This page summarizes how four mission-specification formalisms: Behavior Trees (BT), State Machines (SM), Hierarchical Task Networks (HTN), and BPMN, represent fundamental control-flow constructs and mission-level concepts.
We compare the formalisms along two dimensions: (i) how they encode core control-flow constructs (sequential, conditional, parallel, and loop), and (ii) how they capture mission concepts such as skills, tasks, data, communication, events, errors, and pre/post-conditions at the mission level.
The following blocks summarize the primary constructs used by each formalism.
We adopt a mission-level perspective and focus on how each formalism expresses core abstractions: skills (basic robot capabilities), tasks (compositions of skills), and missions (coordinated tasks with precedence and concurrency). We also consider how data, events, errors, communication, and pre/post-conditions can be represented.

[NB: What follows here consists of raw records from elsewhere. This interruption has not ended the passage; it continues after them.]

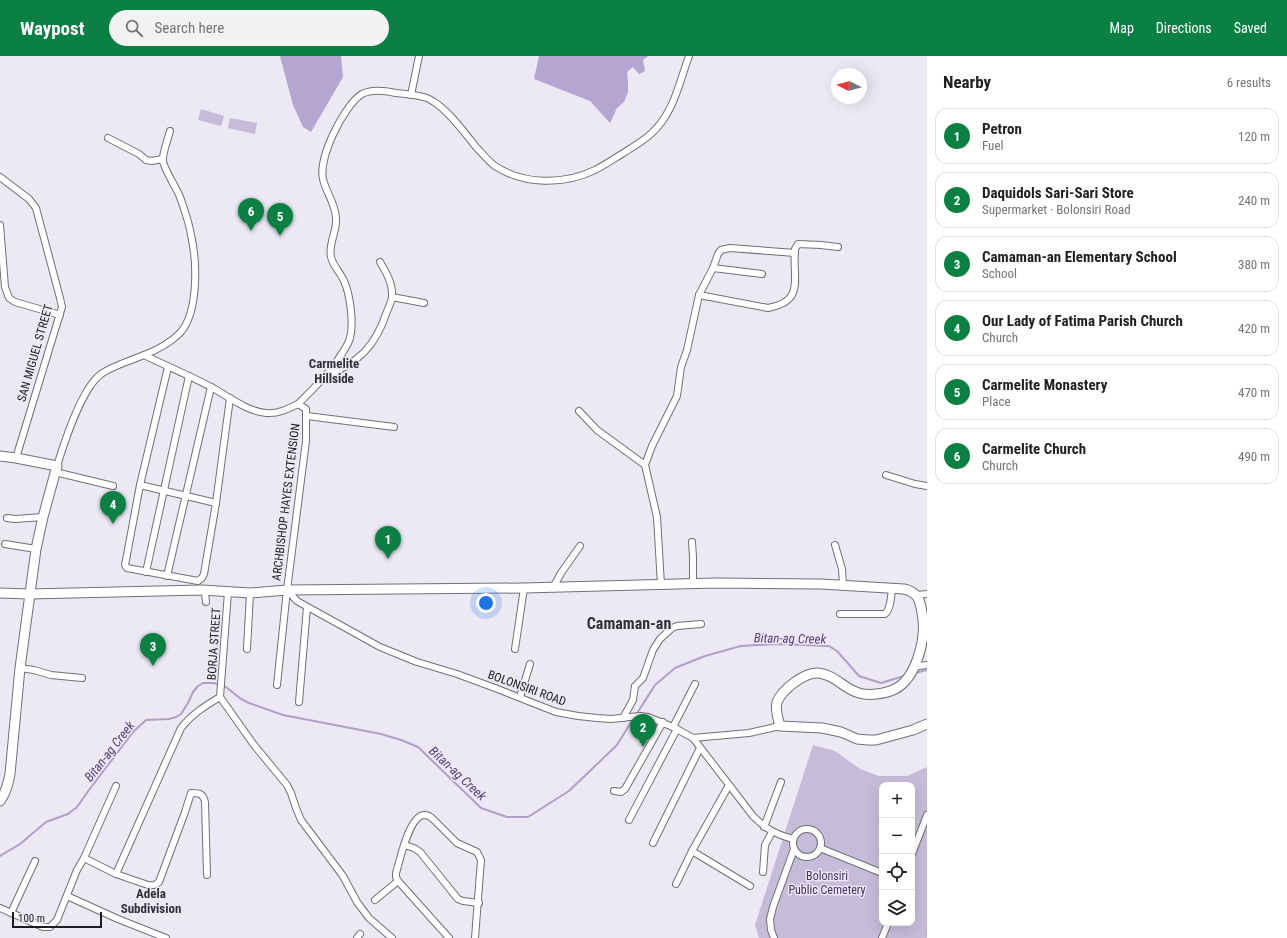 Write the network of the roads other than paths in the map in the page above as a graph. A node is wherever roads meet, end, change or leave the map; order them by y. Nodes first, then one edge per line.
1 (419, 56) edge
2 (689, 56) edge
3 (411, 95) junction
4 (170, 131) dead end
5 (108, 138) dead end
6 (162, 158) junction
7 (0, 177) edge
8 (0, 225) edge
9 (838, 246) dead end
10 (795, 253) junction
11 (380, 262) dead end
12 (713, 268) junction
13 (762, 274) dead end
14 (699, 296) junction
15 (392, 297) junction
16 (424, 303) dead end
17 (60, 315) junction
18 (144, 355) junction
19 (168, 367) junction
20 (189, 376) junction
21 (324, 378) junction
22 (211, 387) junction
23 (230, 398) junction
24 (298, 404) junction
25 (580, 411) dead end
26 (307, 416) junction
27 (394, 427) dead end
28 (0, 456) edge
29 (16, 458) junction
30 (645, 465) junction
31 (56, 469) junction
32 (886, 475) dead end
33 (140, 485) junction
34 (114, 486) dead end
35 (927, 486) edge
36 (163, 491) junction
37 (186, 496) junction
38 (216, 503) junction
39 (42, 517) junction
40 (7, 518) dead end
41 (692, 542) dead end
42 (5, 544) dead end
43 (835, 545) dead end
44 (580, 546) dead end
45 (36, 549) junction
46 (146, 572) junction
47 (167, 576) junction
48 (693, 584) junction
49 (661, 585) junction
50 (843, 585) junction
51 (554, 586) junction
52 (524, 588) junction
53 (892, 588) junction
54 (202, 590) junction
55 (228, 592) junction
56 (0, 593) edge
57 (250, 593) junction
58 (29, 594) junction
59 (290, 594) junction
60 (927, 594) edge
61 (917, 595) junction
62 (206, 602) dead end
63 (307, 607) junction
64 (840, 614) dead end
65 (701, 624) dead end
66 (247, 649) dead end
67 (515, 649) dead end
68 (530, 664) dead end
69 (927, 665) edge
70 (20, 668) junction
71 (912, 671) junction
72 (82, 678) dead end
73 (695, 684) dead end
74 (277, 685) dead end
75 (220, 697) junction
76 (520, 697) junction
77 (299, 702) dead end
78 (626, 718) junction
79 (663, 722) junction
80 (927, 724) edge
81 (780, 726) junction
82 (675, 728) junction
83 (693, 738) junction
84 (700, 748) junction
85 (781, 782) dead end
86 (729, 785) junction
87 (116, 786) dead end
88 (614, 791) dead end
89 (0, 802) edge
90 (927, 815) edge
91 (629, 820) dead end
92 (764, 827) junction
93 (772, 832) junction
94 (793, 839) junction
95 (653, 843) dead end
96 (404, 846) junction
97 (915, 846) edge
98 (820, 848) junction
99 (794, 849) junction
100 (692, 851) junction
101 (84, 858) junction
102 (35, 861) dead end
103 (763, 872) dead end
104 (879, 872) edge
105 (116, 874) junction
106 (207, 875) dead end
107 (398, 881) junction
108 (676, 884) dead end
109 (750, 886) dead end
110 (67, 896) junction
111 (375, 900) dead end
112 (479, 903) junction
113 (0, 908) edge
114 (11, 913) junction
115 (887, 926) edge
116 (152, 932) junction
117 (148, 938) edge
118 (166, 938) edge
119 (392, 938) edge
120 (449, 938) edge
121 (475, 938) edge
122 (774, 938) edge
123 (882, 938) edge

1 - 3 street
2 - 3 street
3 - 21 street
4 - 6 street
5 - 6 street
6 - 18 street
7 - 17 street, SAN MIGUEL STREET
8 - 17 street
9 - 10 street
10 - 12 street
10 - 14 street
11 - 15 street
12 - 13 street
12 - 14 street
14 - 30 street
15 - 16 street
15 - 21 street
17 - 29 street, SAN MIGUEL STREET
18 - 19 street, ARCHBISHOP HAYES EXTENSION
18 - 31 street
19 - 20 street, ARCHBISHOP HAYES EXTENSION
19 - 33 street
20 - 22 street, ARCHBISHOP HAYES EXTENSION
20 - 36 street
21 - 24 street
22 - 23 street, ARCHBISHOP HAYES EXTENSION
22 - 37 street
23 - 24 street, ARCHBISHOP HAYES EXTENSION
23 - 38 street
24 - 26 street, ARCHBISHOP HAYES EXTENSION
25 - 30 street
26 - 27 street
26 - 59 street, ARCHBISHOP HAYES EXTENSION
28 - 29 main road
29 - 31 main road
30 - 49 street
31 - 34 street
31 - 39 main road
32 - 35 street
33 - 36 street
33 - 46 street
36 - 37 street
36 - 46 street
37 - 38 street
37 - 47 street
38 - 47 street
39 - 40 street
39 - 45 main road
41 - 48 street
42 - 45 street
43 - 50 street
44 - 51 street
45 - 58 main road
46 - 47 street
48 - 49 main road
48 - 50 main road
49 - 51 main road
50 - 53 main road
51 - 52 main road
52 - 59 main road
52 - 67 street
53 - 61 main road
53 - 64 street
54 - 55 main road
54 - 58 main road
54 - 62 street
55 - 57 main road
55 - 75 street, BORJA STREET
56 - 58 main road
57 - 59 main road
57 - 66 street
58 - 70 main road
59 - 63 street, BOLONSIRI ROAD
59 - 74 street, ARCHBISHOP HAYES EXTENSION
60 - 61 street
61 - 71 main road
63 - 76 street, BOLONSIRI ROAD
63 - 77 street
65 - 78 street
68 - 76 street
69 - 71 street
70 - 72 street
70 - 89 main road
71 - 81 main road
73 - 82 street
75 - 105 street
75 - 119 street
76 - 78 street, BOLONSIRI ROAD
78 - 79 street, BOLONSIRI ROAD
79 - 82 street, BOLONSIRI ROAD
79 - 88 street
80 - 81 main road
81 - 83 street
82 - 83 street, BOLONSIRI ROAD
82 - 91 street
83 - 84 street, BOLONSIRI ROAD
84 - 86 street, BOLONSIRI ROAD
84 - 95 street
85 - 92 street
86 - 92 street, BOLONSIRI ROAD
86 - 100 street
87 - 101 street
90 - 97 street
92 - 93 street, BOLONSIRI ROAD
93 - 94 street, BOLONSIRI ROAD
93 - 103 street
94 - 98 street
94 - 99 street
96 - 107 street
96 - 112 street
96 - 112 street
98 - 99 street
98 - 104 street
99 - 122 street
100 - 108 street
100 - 109 street
101 - 105 street
101 - 110 street
102 - 114 street
105 - 106 street
107 - 111 street
107 - 120 street
110 - 114 street
110 - 116 street
112 - 121 street
113 - 114 street
115 - 123 street
116 - 117 street
116 - 118 street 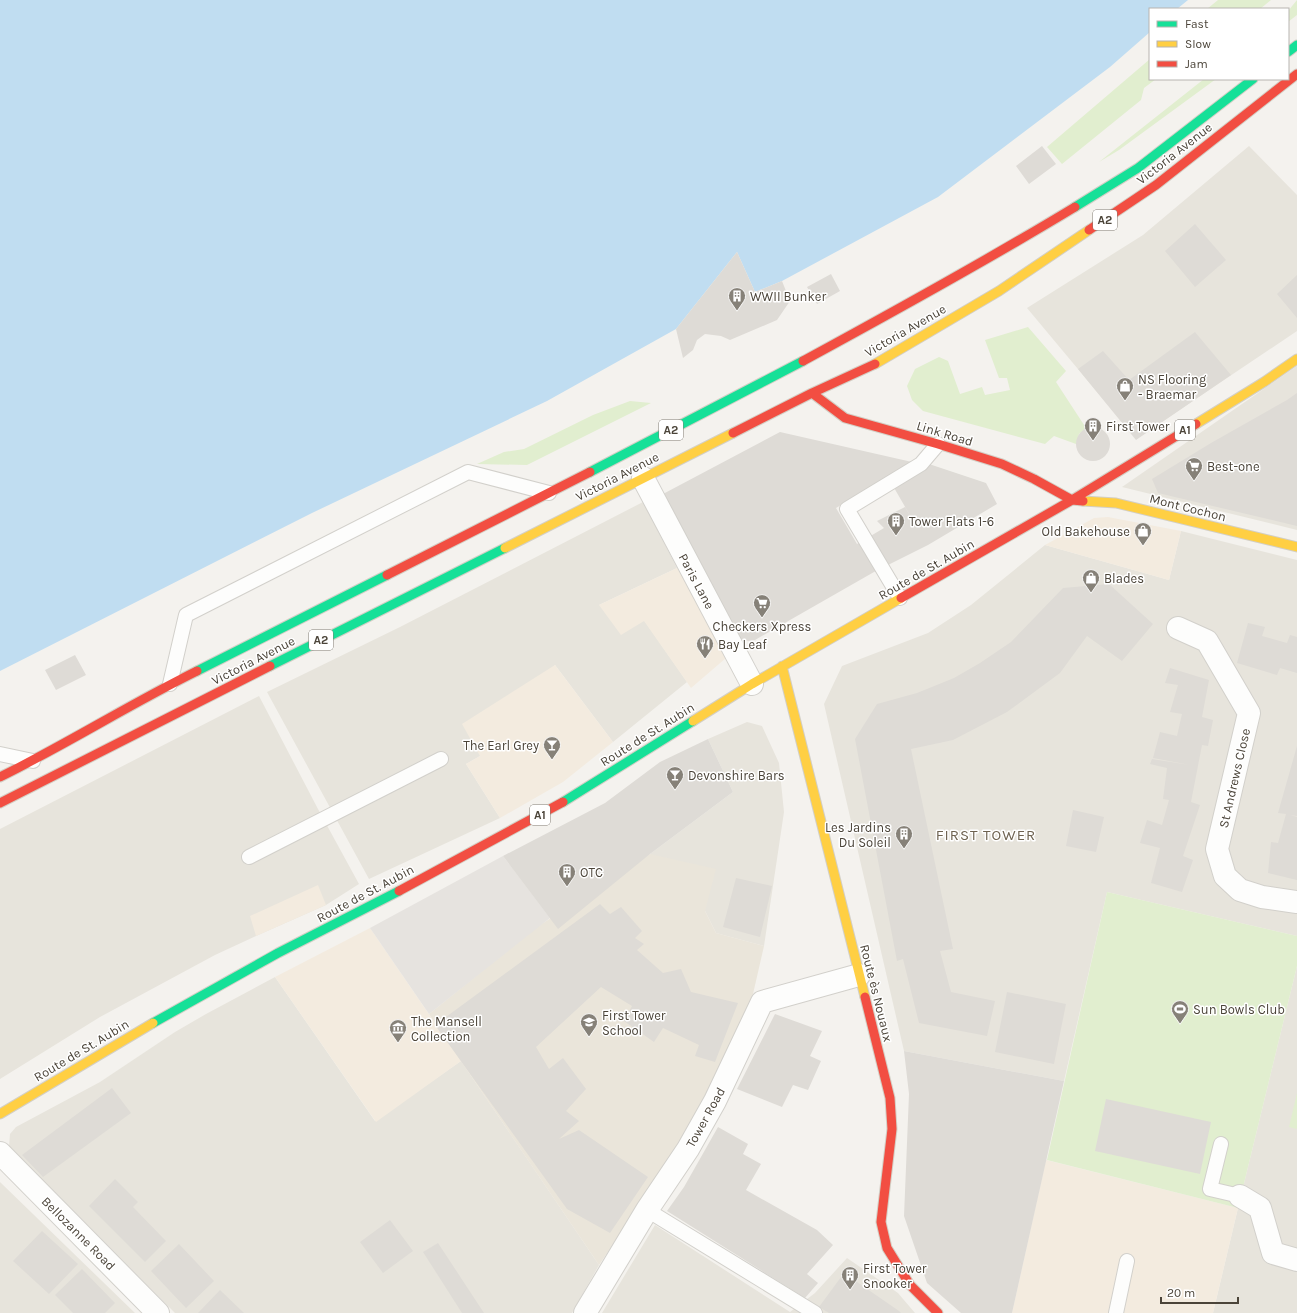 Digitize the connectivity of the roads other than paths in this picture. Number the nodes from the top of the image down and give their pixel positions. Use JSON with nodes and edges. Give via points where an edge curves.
{"nodes":[{"id":1,"x":1297,"y":45,"type":"edge"},
{"id":2,"x":1289,"y":51,"type":"edge"},
{"id":3,"x":1297,"y":74,"type":"edge"},
{"id":4,"x":1252,"y":80,"type":"edge"},
{"id":5,"x":1297,"y":359,"type":"edge"},
{"id":6,"x":810,"y":391,"type":"junction"},
{"id":7,"x":938,"y":444,"type":"junction"},
{"id":8,"x":642,"y":478,"type":"junction"},
{"id":9,"x":549,"y":493,"type":"junction"},
{"id":10,"x":1072,"y":500,"type":"junction"},
{"id":11,"x":1297,"y":547,"type":"edge"},
{"id":12,"x":900,"y":598,"type":"junction"},
{"id":13,"x":1178,"y":628,"type":"dead end"},
{"id":14,"x":782,"y":666,"type":"junction"},
{"id":15,"x":170,"y":684,"type":"junction"},
{"id":16,"x":752,"y":684,"type":"junction"},
{"id":17,"x":0,"y":754,"type":"edge"},
{"id":18,"x":441,"y":759,"type":"dead end"},
{"id":19,"x":33,"y":761,"type":"junction"},
{"id":20,"x":0,"y":777,"type":"edge"},
{"id":21,"x":0,"y":803,"type":"edge"},
{"id":22,"x":249,"y":857,"type":"dead end"},
{"id":23,"x":1297,"y":902,"type":"edge"},
{"id":24,"x":859,"y":975,"type":"junction"},
{"id":25,"x":0,"y":1114,"type":"edge"},
{"id":26,"x":1221,"y":1144,"type":"dead end"},
{"id":27,"x":0,"y":1153,"type":"edge"},
{"id":28,"x":1240,"y":1196,"type":"joint"},
{"id":29,"x":647,"y":1210,"type":"junction"},
{"id":30,"x":1297,"y":1260,"type":"edge"},
{"id":31,"x":1127,"y":1262,"type":"dead end"},
{"id":32,"x":158,"y":1313,"type":"edge"},
{"id":33,"x":585,"y":1313,"type":"edge"},
{"id":34,"x":815,"y":1313,"type":"edge"},
{"id":35,"x":938,"y":1313,"type":"edge"},
{"id":36,"x":1116,"y":1313,"type":"edge"}],
"edges":[{"from":1,"to":2,"type":"main road"},
{"from":3,"to":6,"type":"main road","name":"Victoria Avenue","number":"A2","via":[[1156,185],[999,291],[872,366]]},
{"from":4,"to":9,"type":"main road","name":"Victoria Avenue","number":"A2","via":[[1132,172],[1042,227],[796,368]]},
{"from":5,"to":10,"type":"main road","name":"Route de St. Aubin","number":"A1"},
{"from":6,"to":7,"type":"main road","name":"Link Road","via":[[845,418]]},
{"from":6,"to":8,"type":"main road","name":"Victoria Avenue","number":"A2"},
{"from":7,"to":10,"type":"main road","name":"Link Road","via":[[1002,464]]},
{"from":7,"to":12,"type":"lane","via":[[921,464],[847,509]]},
{"from":8,"to":16,"type":"street","name":"Paris Lane"},
{"from":8,"to":21,"type":"main road","name":"Victoria Avenue","number":"A2"},
{"from":9,"to":15,"type":"main road","name":"Victoria Avenue","number":"A2"},
{"from":9,"to":15,"type":"lane","via":[[468,472],[186,615]]},
{"from":10,"to":11,"type":"main road","name":"Mont Cochon","via":[[1116,502]]},
{"from":10,"to":12,"type":"main road","name":"Route de St. Aubin","number":"A1"},
{"from":12,"to":14,"type":"main road","name":"Route de St. Aubin","number":"A1"},
{"from":13,"to":23,"type":"street","name":"St Andrews Close","via":[[1206,641],[1249,713],[1217,849],[1225,876],[1240,890],[1262,897]]},
{"from":14,"to":16,"type":"main road","name":"Route de St. Aubin","number":"A1"},
{"from":14,"to":24,"type":"main road","name":"Route ès Nouaux"},
{"from":15,"to":19,"type":"main road","name":"Victoria Avenue","number":"A2"},
{"from":16,"to":25,"type":"main road","name":"Route de St. Aubin","number":"A1","via":[[560,804],[231,979]]},
{"from":17,"to":19,"type":"lane"},
{"from":18,"to":22,"type":"lane"},
{"from":19,"to":20,"type":"main road","name":"Victoria Avenue","number":"A2"},
{"from":24,"to":29,"type":"street","name":"Tower Road","via":[[762,1002],[715,1101],[688,1149]]},
{"from":24,"to":35,"type":"main road","name":"Route ès Nouaux","via":[[890,1098],[892,1128],[881,1222],[887,1248],[910,1285]]},
{"from":26,"to":28,"type":"lane","via":[[1210,1189]]},
{"from":27,"to":32,"type":"street","name":"Bellozanne Road"},
{"from":28,"to":30,"type":"street","via":[[1260,1208],[1273,1252]]},
{"from":29,"to":33,"type":"street","name":"Tower Road"},
{"from":29,"to":34,"type":"lane"},
{"from":31,"to":36,"type":"lane"}]}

| Concept | BT | SM | HTN | BPMN |
|---|---|---|---|---|
| Skill | Action node (leaf) | Simple state | Primitive task | Task (atomic activity) |
| Task | Subtree | Composite state | Compound task | Subprocess / Call activity |
| Data | Inputs / blackboard (implementation-dependent) | State variables (implementation-dependent) | Task parameters (limited built-in storage) | Data objects + process variables |
| Communication | Implementation-dependent | Implementation-dependent | Implementation-dependent | Message / signal events |
| Events | Not first-class (via ticking + conditions) | Event-triggered transitions | Not first-class | First-class events (multiple types) |
| Errors | Failure propagation | Error transitions (when state active) | Not first-class | Error events |
| Pre/Post-conditions | Patterns (e.g., guarded actions) | Guards / protocol transitions | Native (tasks + methods) | Not native (approximations/extensions) |
This mapping reflects typical mission-level usage patterns and the constructs most commonly employed in robotics toolchains.